Go through the data and report each line that holds the string "buttons".

[Dataset]

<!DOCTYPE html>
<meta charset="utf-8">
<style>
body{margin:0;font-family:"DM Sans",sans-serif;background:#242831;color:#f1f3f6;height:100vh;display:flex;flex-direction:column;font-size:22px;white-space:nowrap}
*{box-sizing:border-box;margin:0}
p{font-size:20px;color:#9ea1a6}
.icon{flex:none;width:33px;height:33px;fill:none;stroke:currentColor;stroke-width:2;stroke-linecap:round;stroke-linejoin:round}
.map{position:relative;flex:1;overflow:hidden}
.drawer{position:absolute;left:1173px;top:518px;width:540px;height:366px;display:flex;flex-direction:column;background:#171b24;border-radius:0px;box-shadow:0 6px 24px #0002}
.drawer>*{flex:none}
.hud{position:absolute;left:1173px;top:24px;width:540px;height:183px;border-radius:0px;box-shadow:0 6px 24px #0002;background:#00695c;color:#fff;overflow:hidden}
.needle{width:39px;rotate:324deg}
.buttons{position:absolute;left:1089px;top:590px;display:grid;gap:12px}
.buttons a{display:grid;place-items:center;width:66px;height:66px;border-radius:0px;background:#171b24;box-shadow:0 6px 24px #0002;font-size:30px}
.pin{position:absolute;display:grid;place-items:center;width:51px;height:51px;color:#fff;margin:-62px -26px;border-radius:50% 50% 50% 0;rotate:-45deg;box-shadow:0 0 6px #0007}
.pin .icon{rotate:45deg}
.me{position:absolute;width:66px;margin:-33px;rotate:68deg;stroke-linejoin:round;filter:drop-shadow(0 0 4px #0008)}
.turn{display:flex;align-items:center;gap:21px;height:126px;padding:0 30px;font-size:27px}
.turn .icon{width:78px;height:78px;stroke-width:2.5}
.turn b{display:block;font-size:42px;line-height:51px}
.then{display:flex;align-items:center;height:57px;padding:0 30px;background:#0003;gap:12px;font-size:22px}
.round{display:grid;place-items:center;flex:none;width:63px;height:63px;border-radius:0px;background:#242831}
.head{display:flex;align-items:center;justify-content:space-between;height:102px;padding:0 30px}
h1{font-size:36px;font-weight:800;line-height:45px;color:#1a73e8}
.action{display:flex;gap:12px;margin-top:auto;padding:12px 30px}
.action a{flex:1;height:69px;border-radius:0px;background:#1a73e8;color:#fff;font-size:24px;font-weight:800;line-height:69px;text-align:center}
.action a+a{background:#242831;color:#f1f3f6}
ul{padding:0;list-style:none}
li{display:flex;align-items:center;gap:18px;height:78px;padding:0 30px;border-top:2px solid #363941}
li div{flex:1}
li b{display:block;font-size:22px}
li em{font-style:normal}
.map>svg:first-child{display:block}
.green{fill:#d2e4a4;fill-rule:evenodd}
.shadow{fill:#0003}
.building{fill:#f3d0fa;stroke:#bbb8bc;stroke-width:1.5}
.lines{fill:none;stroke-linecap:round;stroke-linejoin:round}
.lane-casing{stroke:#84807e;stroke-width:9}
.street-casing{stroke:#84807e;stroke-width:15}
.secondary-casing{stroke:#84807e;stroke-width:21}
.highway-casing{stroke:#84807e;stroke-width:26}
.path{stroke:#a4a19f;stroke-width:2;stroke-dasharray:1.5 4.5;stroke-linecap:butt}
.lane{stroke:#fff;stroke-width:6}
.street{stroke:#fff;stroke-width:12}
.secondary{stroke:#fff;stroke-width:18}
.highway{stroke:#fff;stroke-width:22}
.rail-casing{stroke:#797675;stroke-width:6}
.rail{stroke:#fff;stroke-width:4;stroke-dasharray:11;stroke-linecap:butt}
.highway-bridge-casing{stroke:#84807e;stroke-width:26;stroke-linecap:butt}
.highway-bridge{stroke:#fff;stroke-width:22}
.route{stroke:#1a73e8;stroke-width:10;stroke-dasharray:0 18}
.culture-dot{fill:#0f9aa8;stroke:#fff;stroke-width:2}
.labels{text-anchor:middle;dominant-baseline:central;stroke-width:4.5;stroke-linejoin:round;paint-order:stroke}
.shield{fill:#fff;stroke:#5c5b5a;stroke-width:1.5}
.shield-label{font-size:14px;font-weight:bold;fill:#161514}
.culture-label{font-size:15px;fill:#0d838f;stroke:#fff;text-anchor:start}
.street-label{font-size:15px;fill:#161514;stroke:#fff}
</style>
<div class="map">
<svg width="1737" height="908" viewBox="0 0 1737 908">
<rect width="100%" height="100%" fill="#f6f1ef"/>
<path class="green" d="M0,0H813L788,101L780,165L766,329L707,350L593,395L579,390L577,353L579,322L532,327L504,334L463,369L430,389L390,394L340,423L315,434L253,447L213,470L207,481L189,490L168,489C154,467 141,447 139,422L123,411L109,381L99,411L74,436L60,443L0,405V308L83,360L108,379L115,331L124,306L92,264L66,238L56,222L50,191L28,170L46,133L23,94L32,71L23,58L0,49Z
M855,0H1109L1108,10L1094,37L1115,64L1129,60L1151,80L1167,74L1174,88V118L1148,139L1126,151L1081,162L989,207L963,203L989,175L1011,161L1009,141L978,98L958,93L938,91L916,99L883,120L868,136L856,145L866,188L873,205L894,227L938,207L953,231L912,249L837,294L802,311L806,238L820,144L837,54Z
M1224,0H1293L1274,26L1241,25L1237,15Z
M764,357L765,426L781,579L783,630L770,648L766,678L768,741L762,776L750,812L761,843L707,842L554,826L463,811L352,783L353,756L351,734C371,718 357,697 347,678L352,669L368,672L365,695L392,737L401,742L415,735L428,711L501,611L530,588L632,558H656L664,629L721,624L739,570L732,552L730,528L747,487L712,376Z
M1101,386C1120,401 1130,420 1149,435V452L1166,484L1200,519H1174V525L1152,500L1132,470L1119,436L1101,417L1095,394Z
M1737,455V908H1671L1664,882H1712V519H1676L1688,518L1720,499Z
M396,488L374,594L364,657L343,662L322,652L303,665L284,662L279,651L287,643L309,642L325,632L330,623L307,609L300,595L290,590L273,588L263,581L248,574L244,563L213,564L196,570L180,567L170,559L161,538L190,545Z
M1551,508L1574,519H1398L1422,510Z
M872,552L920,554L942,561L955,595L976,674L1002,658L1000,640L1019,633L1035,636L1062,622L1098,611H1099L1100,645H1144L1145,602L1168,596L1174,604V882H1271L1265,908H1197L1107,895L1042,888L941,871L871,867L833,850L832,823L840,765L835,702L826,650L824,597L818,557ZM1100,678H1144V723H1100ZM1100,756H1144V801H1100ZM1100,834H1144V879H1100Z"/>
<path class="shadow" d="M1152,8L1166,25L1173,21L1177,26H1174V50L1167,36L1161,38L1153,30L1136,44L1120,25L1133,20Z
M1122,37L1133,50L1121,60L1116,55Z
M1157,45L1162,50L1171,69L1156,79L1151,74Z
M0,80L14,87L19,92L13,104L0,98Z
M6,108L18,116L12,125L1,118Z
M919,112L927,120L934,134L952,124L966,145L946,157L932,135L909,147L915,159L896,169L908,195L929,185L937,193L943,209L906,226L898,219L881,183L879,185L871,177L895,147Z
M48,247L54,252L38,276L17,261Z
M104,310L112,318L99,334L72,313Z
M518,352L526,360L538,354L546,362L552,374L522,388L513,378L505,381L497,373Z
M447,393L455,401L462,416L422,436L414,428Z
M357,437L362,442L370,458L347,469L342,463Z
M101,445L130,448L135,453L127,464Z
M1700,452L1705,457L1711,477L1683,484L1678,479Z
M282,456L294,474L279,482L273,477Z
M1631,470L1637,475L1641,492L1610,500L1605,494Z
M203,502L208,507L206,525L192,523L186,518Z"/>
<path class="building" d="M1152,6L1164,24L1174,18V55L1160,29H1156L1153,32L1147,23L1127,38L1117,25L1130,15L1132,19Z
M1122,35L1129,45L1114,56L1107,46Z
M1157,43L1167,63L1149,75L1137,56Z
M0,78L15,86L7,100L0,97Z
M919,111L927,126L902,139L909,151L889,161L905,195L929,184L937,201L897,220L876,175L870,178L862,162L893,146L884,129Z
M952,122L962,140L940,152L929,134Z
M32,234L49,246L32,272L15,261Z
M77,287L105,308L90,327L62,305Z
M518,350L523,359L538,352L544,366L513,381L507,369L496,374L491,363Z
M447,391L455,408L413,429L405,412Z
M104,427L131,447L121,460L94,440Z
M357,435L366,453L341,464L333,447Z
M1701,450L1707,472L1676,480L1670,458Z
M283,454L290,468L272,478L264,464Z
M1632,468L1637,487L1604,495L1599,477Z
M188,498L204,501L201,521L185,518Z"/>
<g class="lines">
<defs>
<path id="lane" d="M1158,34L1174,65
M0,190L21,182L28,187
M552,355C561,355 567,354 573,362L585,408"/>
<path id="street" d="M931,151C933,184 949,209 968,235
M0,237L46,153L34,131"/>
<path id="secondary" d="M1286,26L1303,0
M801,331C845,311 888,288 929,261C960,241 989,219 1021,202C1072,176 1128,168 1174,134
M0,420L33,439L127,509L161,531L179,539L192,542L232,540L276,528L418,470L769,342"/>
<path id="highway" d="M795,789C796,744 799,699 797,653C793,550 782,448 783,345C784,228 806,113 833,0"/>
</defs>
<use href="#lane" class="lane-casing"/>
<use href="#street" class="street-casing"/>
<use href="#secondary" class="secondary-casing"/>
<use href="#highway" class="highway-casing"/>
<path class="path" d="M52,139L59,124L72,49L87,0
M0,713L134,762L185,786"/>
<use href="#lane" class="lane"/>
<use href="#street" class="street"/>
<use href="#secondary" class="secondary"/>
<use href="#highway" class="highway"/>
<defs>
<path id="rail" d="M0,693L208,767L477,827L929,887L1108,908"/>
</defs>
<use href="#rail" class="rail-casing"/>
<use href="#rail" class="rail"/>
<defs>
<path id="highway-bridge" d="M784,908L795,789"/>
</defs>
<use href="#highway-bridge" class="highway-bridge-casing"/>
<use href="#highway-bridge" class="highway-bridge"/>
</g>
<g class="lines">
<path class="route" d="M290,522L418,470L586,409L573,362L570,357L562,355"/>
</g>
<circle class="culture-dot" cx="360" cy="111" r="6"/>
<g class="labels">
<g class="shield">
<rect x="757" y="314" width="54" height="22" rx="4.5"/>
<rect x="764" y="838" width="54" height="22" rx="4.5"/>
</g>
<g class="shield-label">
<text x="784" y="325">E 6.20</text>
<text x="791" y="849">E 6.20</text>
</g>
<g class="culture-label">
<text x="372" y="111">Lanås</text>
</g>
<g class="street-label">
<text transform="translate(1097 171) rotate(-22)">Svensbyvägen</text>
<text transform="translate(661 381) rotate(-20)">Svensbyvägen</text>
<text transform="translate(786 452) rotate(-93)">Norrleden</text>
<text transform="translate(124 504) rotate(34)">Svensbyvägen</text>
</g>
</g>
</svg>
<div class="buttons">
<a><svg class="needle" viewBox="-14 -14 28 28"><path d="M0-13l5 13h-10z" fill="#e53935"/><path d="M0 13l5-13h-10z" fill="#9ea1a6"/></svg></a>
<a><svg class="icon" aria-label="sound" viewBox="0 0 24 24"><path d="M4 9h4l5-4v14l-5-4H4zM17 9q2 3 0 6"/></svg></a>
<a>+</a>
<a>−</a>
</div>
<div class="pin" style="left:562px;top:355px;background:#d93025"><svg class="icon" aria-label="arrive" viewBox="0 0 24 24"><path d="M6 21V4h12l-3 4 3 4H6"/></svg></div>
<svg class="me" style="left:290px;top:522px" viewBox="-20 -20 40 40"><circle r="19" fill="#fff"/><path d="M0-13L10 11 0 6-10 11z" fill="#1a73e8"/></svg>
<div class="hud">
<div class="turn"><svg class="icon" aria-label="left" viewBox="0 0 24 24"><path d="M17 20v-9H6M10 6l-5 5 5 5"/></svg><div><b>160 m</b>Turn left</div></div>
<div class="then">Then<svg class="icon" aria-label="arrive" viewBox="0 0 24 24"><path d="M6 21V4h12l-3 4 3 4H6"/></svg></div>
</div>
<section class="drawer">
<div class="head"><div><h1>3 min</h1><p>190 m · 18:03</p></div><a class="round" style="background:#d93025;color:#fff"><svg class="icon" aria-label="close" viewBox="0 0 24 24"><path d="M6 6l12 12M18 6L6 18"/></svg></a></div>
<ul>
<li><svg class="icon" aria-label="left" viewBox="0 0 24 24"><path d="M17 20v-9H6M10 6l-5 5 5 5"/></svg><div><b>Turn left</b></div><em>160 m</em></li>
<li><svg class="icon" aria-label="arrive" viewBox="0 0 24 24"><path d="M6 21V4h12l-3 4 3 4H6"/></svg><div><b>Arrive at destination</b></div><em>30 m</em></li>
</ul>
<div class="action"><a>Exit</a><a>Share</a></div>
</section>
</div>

[/Dataset]

Solution to this problem:
.buttons{position:absolute;left:1089px;top:590px;display:grid;gap:12px}
.buttons a{display:grid;place-items:center;width:66px;height:66px;border-radius:0px;background:#171b24;box-shadow:0 6px 24px #0002;font-size:30px}
<div class="buttons">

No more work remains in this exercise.